(DATA TO USE)
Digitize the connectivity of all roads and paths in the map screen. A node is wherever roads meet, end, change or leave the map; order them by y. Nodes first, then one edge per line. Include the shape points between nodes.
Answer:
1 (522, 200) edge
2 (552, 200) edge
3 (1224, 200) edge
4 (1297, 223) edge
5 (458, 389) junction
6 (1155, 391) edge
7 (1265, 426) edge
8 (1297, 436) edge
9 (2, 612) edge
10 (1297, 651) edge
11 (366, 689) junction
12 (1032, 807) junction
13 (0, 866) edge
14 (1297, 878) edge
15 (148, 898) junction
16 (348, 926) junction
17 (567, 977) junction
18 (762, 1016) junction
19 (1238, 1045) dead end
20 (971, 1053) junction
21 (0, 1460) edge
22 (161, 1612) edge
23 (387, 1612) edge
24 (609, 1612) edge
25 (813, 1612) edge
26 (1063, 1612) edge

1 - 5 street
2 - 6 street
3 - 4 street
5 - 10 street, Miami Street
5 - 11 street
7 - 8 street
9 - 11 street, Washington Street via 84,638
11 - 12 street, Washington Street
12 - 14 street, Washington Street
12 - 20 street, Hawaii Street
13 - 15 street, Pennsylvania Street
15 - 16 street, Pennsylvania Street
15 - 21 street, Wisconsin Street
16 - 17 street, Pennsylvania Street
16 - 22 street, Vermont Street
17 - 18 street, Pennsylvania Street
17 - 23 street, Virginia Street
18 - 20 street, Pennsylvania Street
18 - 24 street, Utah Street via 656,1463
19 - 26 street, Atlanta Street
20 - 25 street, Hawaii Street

(WORK ITEM) Reproduce each entry above without a single difference.

(SOLUTION)
Digitize the connectivity of all roads and paths in the map screen. A node is wherever roads meet, end, change or leave the map; order them by y. Nodes first, then one edge per line. Include the shape points between nodes.
Answer:
1 (522, 200) edge
2 (552, 200) edge
3 (1224, 200) edge
4 (1297, 223) edge
5 (458, 389) junction
6 (1155, 391) edge
7 (1265, 426) edge
8 (1297, 436) edge
9 (2, 612) edge
10 (1297, 651) edge
11 (366, 689) junction
12 (1032, 807) junction
13 (0, 866) edge
14 (1297, 878) edge
15 (148, 898) junction
16 (348, 926) junction
17 (567, 977) junction
18 (762, 1016) junction
19 (1238, 1045) dead end
20 (971, 1053) junction
21 (0, 1460) edge
22 (161, 1612) edge
23 (387, 1612) edge
24 (609, 1612) edge
25 (813, 1612) edge
26 (1063, 1612) edge

1 - 5 street
2 - 6 street
3 - 4 street
5 - 10 street, Miami Street
5 - 11 street
7 - 8 street
9 - 11 street, Washington Street via 84,638
11 - 12 street, Washington Street
12 - 14 street, Washington Street
12 - 20 street, Hawaii Street
13 - 15 street, Pennsylvania Street
15 - 16 street, Pennsylvania Street
15 - 21 street, Wisconsin Street
16 - 17 street, Pennsylvania Street
16 - 22 street, Vermont Street
17 - 18 street, Pennsylvania Street
17 - 23 street, Virginia Street
18 - 20 street, Pennsylvania Street
18 - 24 street, Utah Street via 656,1463
19 - 26 street, Atlanta Street
20 - 25 street, Hawaii Street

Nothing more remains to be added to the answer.